No prisoners attended his funeral, Marshell wrote. The story of the murder was recounted years later in a book, “The Killing of Corporal Kunze,” by Blackwell native Wilma Parnell. She wrote the book with Robert Taber, who worked for CBS News, The New York Daily News and The New York Post.


Life at the camp returned to “normal” after Kunze’s murder, Marshell wrote.
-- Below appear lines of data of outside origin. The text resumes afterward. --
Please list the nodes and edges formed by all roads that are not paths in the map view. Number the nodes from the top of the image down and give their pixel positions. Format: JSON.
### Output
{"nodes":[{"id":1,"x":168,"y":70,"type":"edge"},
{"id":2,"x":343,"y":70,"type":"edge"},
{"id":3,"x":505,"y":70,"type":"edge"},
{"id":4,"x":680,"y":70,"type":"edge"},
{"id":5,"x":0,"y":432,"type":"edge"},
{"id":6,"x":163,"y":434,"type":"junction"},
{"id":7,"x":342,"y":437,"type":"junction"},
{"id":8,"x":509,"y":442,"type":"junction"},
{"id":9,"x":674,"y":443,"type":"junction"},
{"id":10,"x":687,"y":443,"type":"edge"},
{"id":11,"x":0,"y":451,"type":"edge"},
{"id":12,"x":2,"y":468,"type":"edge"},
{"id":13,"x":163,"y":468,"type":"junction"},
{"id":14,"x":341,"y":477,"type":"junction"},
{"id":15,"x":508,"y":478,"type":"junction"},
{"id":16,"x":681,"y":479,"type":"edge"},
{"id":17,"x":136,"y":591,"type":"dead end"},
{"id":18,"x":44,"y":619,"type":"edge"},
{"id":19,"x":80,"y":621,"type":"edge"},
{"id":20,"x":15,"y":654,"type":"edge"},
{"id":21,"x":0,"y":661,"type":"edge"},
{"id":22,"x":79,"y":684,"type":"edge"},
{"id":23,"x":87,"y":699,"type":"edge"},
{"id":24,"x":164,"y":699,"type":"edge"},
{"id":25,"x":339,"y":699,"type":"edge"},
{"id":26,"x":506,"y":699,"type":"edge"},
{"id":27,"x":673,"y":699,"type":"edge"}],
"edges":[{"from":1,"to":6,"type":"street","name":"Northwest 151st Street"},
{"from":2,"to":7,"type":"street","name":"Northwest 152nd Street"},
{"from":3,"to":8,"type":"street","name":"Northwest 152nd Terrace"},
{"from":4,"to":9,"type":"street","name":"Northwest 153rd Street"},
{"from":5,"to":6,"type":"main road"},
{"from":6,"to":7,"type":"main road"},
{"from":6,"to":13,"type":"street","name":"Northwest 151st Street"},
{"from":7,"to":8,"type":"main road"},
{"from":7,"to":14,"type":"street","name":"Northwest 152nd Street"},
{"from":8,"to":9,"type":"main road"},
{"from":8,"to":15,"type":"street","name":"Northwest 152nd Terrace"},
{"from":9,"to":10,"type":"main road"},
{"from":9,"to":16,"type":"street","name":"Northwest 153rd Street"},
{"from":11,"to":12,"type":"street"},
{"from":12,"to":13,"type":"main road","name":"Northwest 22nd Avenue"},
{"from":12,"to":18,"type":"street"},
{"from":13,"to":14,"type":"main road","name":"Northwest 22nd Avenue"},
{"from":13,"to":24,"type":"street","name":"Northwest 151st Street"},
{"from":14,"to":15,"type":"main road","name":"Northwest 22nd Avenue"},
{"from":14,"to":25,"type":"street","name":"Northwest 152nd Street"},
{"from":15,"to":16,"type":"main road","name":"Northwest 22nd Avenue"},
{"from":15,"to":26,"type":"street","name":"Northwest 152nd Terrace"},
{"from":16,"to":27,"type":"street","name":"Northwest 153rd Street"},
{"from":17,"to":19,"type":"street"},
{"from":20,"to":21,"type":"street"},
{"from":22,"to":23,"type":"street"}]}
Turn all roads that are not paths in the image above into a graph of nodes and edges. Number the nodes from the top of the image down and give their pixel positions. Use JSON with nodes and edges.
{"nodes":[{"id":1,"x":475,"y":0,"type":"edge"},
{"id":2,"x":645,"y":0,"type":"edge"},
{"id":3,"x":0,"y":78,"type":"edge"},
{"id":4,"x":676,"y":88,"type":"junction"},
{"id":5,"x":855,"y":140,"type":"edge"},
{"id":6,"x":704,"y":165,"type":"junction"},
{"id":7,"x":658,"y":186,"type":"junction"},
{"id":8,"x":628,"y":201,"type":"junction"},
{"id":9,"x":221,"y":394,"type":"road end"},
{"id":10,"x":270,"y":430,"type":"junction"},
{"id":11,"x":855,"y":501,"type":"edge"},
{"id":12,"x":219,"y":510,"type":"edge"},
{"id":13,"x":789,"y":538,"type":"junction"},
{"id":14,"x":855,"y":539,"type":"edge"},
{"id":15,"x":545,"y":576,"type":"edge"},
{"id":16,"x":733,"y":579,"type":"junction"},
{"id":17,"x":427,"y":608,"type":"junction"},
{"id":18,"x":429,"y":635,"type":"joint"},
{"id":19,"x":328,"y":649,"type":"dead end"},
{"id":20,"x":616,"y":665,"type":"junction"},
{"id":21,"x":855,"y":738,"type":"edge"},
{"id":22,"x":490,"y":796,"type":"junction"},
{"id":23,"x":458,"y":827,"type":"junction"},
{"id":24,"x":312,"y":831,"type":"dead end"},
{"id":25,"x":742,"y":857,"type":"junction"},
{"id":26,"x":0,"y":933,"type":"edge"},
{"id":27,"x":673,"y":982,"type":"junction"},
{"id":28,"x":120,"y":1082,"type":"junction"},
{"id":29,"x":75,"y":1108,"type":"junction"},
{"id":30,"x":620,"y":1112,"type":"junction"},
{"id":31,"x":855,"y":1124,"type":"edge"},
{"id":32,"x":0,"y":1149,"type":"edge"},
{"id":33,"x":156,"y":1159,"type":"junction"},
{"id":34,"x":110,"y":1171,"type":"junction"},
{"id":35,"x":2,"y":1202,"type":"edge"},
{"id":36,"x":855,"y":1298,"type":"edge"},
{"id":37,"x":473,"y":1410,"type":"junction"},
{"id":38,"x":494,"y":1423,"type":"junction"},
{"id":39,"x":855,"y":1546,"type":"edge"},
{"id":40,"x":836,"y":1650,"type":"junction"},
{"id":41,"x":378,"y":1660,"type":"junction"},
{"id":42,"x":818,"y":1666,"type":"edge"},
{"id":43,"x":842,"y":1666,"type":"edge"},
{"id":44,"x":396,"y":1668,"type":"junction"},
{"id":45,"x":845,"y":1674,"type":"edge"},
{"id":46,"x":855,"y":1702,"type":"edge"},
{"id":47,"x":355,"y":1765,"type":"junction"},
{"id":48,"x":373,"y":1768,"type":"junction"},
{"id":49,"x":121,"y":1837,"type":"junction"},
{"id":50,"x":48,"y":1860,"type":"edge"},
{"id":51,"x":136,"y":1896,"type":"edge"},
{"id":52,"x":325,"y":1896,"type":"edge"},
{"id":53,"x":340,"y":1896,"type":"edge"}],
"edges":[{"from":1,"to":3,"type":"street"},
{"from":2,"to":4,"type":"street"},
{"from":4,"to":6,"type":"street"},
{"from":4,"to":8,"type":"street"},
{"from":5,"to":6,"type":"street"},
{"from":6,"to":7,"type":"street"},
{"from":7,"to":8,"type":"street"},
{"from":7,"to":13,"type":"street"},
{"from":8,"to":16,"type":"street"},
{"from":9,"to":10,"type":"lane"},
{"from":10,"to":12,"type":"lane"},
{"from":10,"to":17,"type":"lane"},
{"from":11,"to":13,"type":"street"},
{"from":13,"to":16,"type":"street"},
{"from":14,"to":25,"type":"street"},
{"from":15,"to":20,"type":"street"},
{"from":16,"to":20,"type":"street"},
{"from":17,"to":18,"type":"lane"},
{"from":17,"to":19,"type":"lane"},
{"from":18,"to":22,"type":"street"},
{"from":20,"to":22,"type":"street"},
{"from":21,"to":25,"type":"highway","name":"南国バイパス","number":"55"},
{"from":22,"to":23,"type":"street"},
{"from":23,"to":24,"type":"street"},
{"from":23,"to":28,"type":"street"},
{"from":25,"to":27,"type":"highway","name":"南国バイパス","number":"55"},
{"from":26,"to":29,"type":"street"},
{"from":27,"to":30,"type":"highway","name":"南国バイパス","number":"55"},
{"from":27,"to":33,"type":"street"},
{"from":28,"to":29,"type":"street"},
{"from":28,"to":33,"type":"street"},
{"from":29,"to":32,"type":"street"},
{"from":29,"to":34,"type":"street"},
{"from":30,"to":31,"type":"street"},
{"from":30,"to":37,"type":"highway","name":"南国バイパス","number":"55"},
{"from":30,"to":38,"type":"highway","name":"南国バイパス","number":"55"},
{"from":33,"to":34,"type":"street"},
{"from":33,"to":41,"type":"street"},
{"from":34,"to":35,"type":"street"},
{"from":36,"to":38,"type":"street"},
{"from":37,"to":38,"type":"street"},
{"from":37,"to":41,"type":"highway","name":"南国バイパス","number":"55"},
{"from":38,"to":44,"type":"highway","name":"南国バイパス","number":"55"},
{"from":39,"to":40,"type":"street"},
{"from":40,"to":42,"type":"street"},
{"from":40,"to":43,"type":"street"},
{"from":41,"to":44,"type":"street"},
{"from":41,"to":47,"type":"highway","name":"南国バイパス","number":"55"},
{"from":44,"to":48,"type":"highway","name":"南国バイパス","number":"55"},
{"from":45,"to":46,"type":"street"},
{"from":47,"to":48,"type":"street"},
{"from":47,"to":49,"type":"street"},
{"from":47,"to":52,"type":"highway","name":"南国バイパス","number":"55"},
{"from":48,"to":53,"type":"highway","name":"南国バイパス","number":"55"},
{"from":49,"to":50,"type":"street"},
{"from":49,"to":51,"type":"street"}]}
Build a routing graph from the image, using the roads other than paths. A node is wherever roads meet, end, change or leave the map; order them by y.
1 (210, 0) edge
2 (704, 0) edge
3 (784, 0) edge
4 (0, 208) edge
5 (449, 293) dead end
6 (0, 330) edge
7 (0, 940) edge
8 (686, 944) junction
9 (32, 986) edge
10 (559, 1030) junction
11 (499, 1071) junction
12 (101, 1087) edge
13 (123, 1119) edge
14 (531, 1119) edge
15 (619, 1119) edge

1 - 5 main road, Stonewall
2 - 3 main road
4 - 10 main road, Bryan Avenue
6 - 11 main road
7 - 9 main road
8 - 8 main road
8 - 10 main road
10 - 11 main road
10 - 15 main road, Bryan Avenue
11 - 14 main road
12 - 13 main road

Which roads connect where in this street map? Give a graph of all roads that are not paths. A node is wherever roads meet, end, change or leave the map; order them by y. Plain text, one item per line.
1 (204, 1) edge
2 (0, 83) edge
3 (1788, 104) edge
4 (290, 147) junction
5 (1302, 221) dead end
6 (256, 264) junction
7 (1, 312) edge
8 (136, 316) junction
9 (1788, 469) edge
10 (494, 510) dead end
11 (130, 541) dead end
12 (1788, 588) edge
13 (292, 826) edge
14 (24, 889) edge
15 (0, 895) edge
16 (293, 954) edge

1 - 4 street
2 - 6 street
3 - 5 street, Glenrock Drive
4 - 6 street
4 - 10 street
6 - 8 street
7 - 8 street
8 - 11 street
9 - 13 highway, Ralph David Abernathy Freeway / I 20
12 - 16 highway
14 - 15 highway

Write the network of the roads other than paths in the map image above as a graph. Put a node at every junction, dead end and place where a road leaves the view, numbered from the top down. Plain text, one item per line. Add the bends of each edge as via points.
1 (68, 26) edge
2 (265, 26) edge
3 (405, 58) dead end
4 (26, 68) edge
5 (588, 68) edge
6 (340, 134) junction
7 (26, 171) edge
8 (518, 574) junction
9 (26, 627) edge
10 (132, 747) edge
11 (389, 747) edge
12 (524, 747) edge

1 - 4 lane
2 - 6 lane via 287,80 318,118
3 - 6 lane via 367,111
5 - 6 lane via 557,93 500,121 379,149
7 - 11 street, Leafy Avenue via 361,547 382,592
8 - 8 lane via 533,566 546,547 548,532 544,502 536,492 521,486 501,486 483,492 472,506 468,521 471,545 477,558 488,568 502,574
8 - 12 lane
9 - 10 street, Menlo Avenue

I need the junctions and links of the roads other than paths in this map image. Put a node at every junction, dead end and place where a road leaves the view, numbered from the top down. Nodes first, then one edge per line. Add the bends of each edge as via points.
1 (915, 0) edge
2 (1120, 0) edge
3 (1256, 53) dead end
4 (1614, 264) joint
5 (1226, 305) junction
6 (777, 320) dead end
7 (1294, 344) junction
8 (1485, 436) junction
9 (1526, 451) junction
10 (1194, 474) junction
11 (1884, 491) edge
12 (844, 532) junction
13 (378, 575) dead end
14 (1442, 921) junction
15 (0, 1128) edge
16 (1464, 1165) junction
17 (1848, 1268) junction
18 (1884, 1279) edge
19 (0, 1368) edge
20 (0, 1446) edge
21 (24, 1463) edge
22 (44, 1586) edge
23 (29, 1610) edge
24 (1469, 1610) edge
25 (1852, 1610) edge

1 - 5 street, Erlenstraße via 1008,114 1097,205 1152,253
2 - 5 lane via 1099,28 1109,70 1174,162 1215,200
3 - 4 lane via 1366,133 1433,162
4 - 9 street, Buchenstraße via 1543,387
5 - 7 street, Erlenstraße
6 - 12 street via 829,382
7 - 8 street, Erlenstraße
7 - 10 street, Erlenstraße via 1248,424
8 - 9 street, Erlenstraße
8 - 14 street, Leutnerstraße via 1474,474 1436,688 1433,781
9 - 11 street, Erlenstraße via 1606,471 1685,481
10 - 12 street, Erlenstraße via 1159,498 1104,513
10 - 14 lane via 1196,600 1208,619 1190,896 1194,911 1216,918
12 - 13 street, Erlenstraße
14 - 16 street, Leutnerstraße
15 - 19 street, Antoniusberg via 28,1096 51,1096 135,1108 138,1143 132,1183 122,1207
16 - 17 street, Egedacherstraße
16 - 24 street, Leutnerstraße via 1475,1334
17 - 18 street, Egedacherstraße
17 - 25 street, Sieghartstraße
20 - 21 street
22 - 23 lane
The need for agricultural laborers decreased because of improving farm machinery, and the inmate labor program eventually ended. The camp transitioned to housing noncommissioned officers. The camp closed on Sept. 16, 1945, and prisoners were loaded on trains to be taken to the coasts so they could start their journey home. “After the war, many former prisoners acknowledged the fair treatment and kindness shown them at Tonkawa,” Marshell wrote. Some “clearly stated how American guards and volunteers at the camp always acted in an affable manner toward the prisoners, oftentimes having conversations and even building friendship with their ‘enemy.’”

Those friendships lasted lifetimes. Former Tonkawa Mayor Evelyn Coyle received letters from two prisoners, including Pollei, into the early 2000s. Pollei returned to Tonkawa in 1995 to visit families and people he knew. “You couldn’t ask for a nicer person,” Coyle said in the Chronicles of Oklahoma article. Some of the prisoners never left the United States after the war. Russ Burger, president of the McCarter Museum in downtown Tonkawa, said many came to love the region and its people, who welcomed them. “There was no discrimination basically,” he said. “They knew their homeland in Germany was going to be bombed and torn up.”


The camp land was sold off in later years, and some of the buildings became housing for students at Northern Oklahoma College. In 2001, a historical marker was placed near the south side of the camp. Some of the structures from the camp still stand in and around Tonkawa. A few of the officers’ houses were moved to 9th Street and were made into rental homes. At the camp site, a tall, brick chimney from a building still stands, as well as the water tower base.

The McCarter Museum in downtown Tonkawa continues to commemorate the camp. The museum has numerous photos of the camp as well as artwork created by prisoners of war.

“The legacy of Camp Tonkawa, despite the tragic stain of Johannes Kunze’s vicious murder, remains one of kindness, respect, and understanding,” Marshell wrote. “Citizens and soldiers alike treated men whom they considered enemies with common decency. For the men who found themselves captive in Tonkawa, their fair treatment profoundly impacted them for the rest of their lives. While having faded into relative obscurity, Camp Tonkawa is a shining example of how, even in the backdrop of a global ideological conflict, people are capable of showing one another kindness and respect.”